» Entries provided:
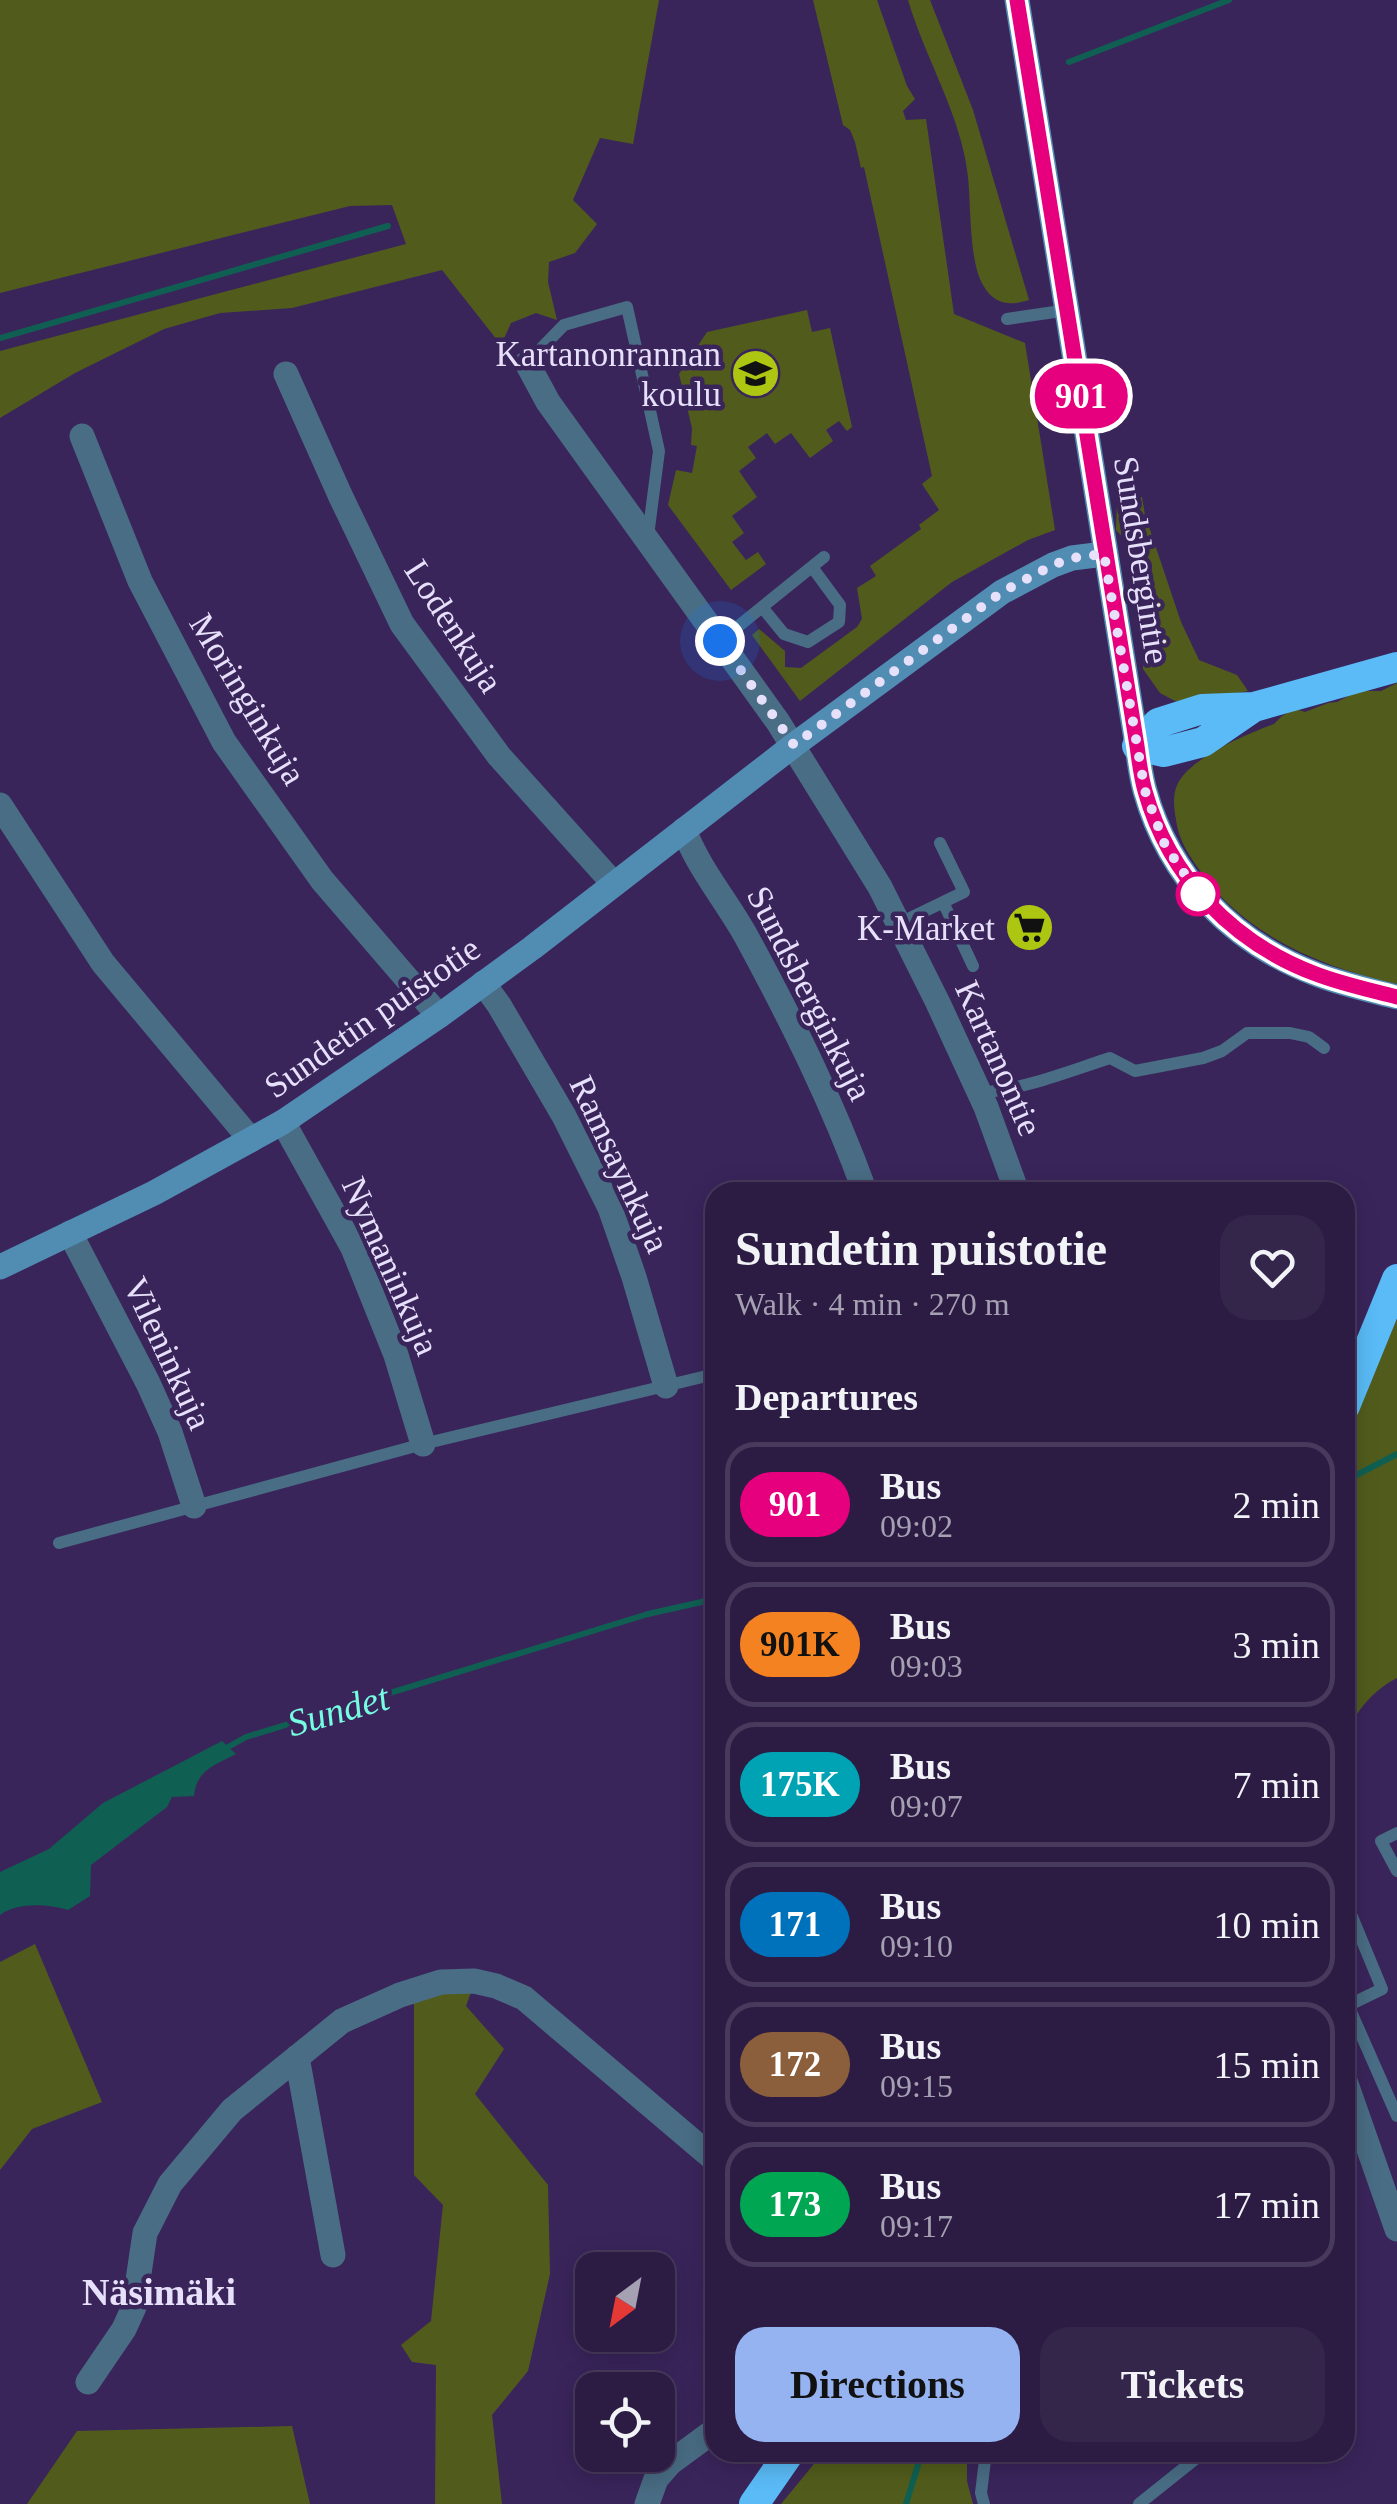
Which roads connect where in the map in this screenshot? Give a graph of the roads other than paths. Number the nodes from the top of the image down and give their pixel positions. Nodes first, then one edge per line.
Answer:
1 (1017, 0) edge
2 (1068, 310) junction
3 (1007, 319) dead end
4 (527, 363) joint
5 (286, 374) dead end
6 (82, 436) dead end
7 (648, 538) junction
8 (1104, 554) junction
9 (824, 557) dead end
10 (812, 567) junction
11 (762, 607) junction
12 (720, 641) junction
13 (1397, 667) edge
14 (794, 745) junction
15 (1137, 746) junction
16 (0, 805) edge
17 (684, 830) junction
18 (940, 843) dead end
19 (614, 884) junction
20 (943, 902) junction
21 (898, 924) junction
22 (973, 966) dead end
23 (483, 983) junction
24 (1397, 997) edge
25 (440, 1016) junction
26 (1324, 1048) dead end
27 (979, 1093) junction
28 (282, 1122) junction
29 (250, 1140) junction
30 (862, 1182) edge
31 (1013, 1182) edge
32 (70, 1233) junction
33 (0, 1267) edge
34 (1397, 1279) edge
35 (705, 1376) edge
36 (1355, 1382) edge
37 (666, 1386) junction
38 (423, 1444) junction
39 (194, 1506) junction
40 (59, 1544) dead end
41 (1397, 1833) edge
42 (1397, 1871) edge
43 (1355, 1924) edge
44 (1355, 2002) edge
45 (1355, 2025) edge
46 (297, 2057) junction
47 (1355, 2109) edge
48 (1397, 2116) edge
49 (705, 2152) edge
50 (1397, 2229) edge
51 (333, 2255) dead end
52 (88, 2382) dead end
53 (705, 2437) edge
54 (783, 2462) edge
55 (985, 2462) edge
56 (1192, 2462) edge
57 (647, 2504) edge
58 (754, 2504) edge
59 (984, 2504) edge
60 (1139, 2504) edge

1 - 2 street, Sundsbergintie
2 - 3 lane
2 - 8 street, Sundsbergintie
4 - 7 street, Kartanontie
4 - 7 lane
5 - 19 street, Lodenkuja
6 - 25 street, Moringinkuja
7 - 12 street, Kartanontie
8 - 14 street, Sundetin puistotie
8 - 15 street, Sundsbergintie
9 - 10 lane
10 - 11 lane
10 - 11 lane
11 - 12 lane
12 - 14 street, Kartanontie
13 - 15 highway
14 - 17 street, Sundetin puistotie
14 - 21 street, Kartanontie
15 - 24 street, Sundsbergintie
16 - 29 street
17 - 19 street, Sundetin puistotie
17 - 30 street, Sundsberginkuja
18 - 20 lane
19 - 23 street, Sundetin puistotie
20 - 21 lane
20 - 22 lane
21 - 27 street, Kartanontie
23 - 25 street, Sundetin puistotie
23 - 37 street, Ramsaynkuja
25 - 28 street, Sundetin puistotie
26 - 27 lane
27 - 31 street, Kartanontie
28 - 29 street, Sundetin puistotie
28 - 38 street, Nymaninkuja
29 - 32 street, Sundetin puistotie
32 - 33 street, Sundetin puistotie
32 - 39 street, Vileninkuja
34 - 36 highway
35 - 37 lane
37 - 38 lane
38 - 39 lane
39 - 40 lane
41 - 42 lane
43 - 44 lane
45 - 48 lane
46 - 49 street
46 - 51 street
46 - 52 street
47 - 50 street
53 - 57 street
54 - 58 highway
55 - 59 lane
56 - 60 lane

» Required action: Every line above is to be reproduced verbatim, and the pictures are to be omitted.

» Reply to the task:
Which roads connect where in the map in this screenshot? Give a graph of the roads other than paths. Number the nodes from the top of the image down and give their pixel positions. Nodes first, then one edge per line.
Answer:
1 (1017, 0) edge
2 (1068, 310) junction
3 (1007, 319) dead end
4 (527, 363) joint
5 (286, 374) dead end
6 (82, 436) dead end
7 (648, 538) junction
8 (1104, 554) junction
9 (824, 557) dead end
10 (812, 567) junction
11 (762, 607) junction
12 (720, 641) junction
13 (1397, 667) edge
14 (794, 745) junction
15 (1137, 746) junction
16 (0, 805) edge
17 (684, 830) junction
18 (940, 843) dead end
19 (614, 884) junction
20 (943, 902) junction
21 (898, 924) junction
22 (973, 966) dead end
23 (483, 983) junction
24 (1397, 997) edge
25 (440, 1016) junction
26 (1324, 1048) dead end
27 (979, 1093) junction
28 (282, 1122) junction
29 (250, 1140) junction
30 (862, 1182) edge
31 (1013, 1182) edge
32 (70, 1233) junction
33 (0, 1267) edge
34 (1397, 1279) edge
35 (705, 1376) edge
36 (1355, 1382) edge
37 (666, 1386) junction
38 (423, 1444) junction
39 (194, 1506) junction
40 (59, 1544) dead end
41 (1397, 1833) edge
42 (1397, 1871) edge
43 (1355, 1924) edge
44 (1355, 2002) edge
45 (1355, 2025) edge
46 (297, 2057) junction
47 (1355, 2109) edge
48 (1397, 2116) edge
49 (705, 2152) edge
50 (1397, 2229) edge
51 (333, 2255) dead end
52 (88, 2382) dead end
53 (705, 2437) edge
54 (783, 2462) edge
55 (985, 2462) edge
56 (1192, 2462) edge
57 (647, 2504) edge
58 (754, 2504) edge
59 (984, 2504) edge
60 (1139, 2504) edge

1 - 2 street, Sundsbergintie
2 - 3 lane
2 - 8 street, Sundsbergintie
4 - 7 street, Kartanontie
4 - 7 lane
5 - 19 street, Lodenkuja
6 - 25 street, Moringinkuja
7 - 12 street, Kartanontie
8 - 14 street, Sundetin puistotie
8 - 15 street, Sundsbergintie
9 - 10 lane
10 - 11 lane
10 - 11 lane
11 - 12 lane
12 - 14 street, Kartanontie
13 - 15 highway
14 - 17 street, Sundetin puistotie
14 - 21 street, Kartanontie
15 - 24 street, Sundsbergintie
16 - 29 street
17 - 19 street, Sundetin puistotie
17 - 30 street, Sundsberginkuja
18 - 20 lane
19 - 23 street, Sundetin puistotie
20 - 21 lane
20 - 22 lane
21 - 27 street, Kartanontie
23 - 25 street, Sundetin puistotie
23 - 37 street, Ramsaynkuja
25 - 28 street, Sundetin puistotie
26 - 27 lane
27 - 31 street, Kartanontie
28 - 29 street, Sundetin puistotie
28 - 38 street, Nymaninkuja
29 - 32 street, Sundetin puistotie
32 - 33 street, Sundetin puistotie
32 - 39 street, Vileninkuja
34 - 36 highway
35 - 37 lane
37 - 38 lane
38 - 39 lane
39 - 40 lane
41 - 42 lane
43 - 44 lane
45 - 48 lane
46 - 49 street
46 - 51 street
46 - 52 street
47 - 50 street
53 - 57 street
54 - 58 highway
55 - 59 lane
56 - 60 lane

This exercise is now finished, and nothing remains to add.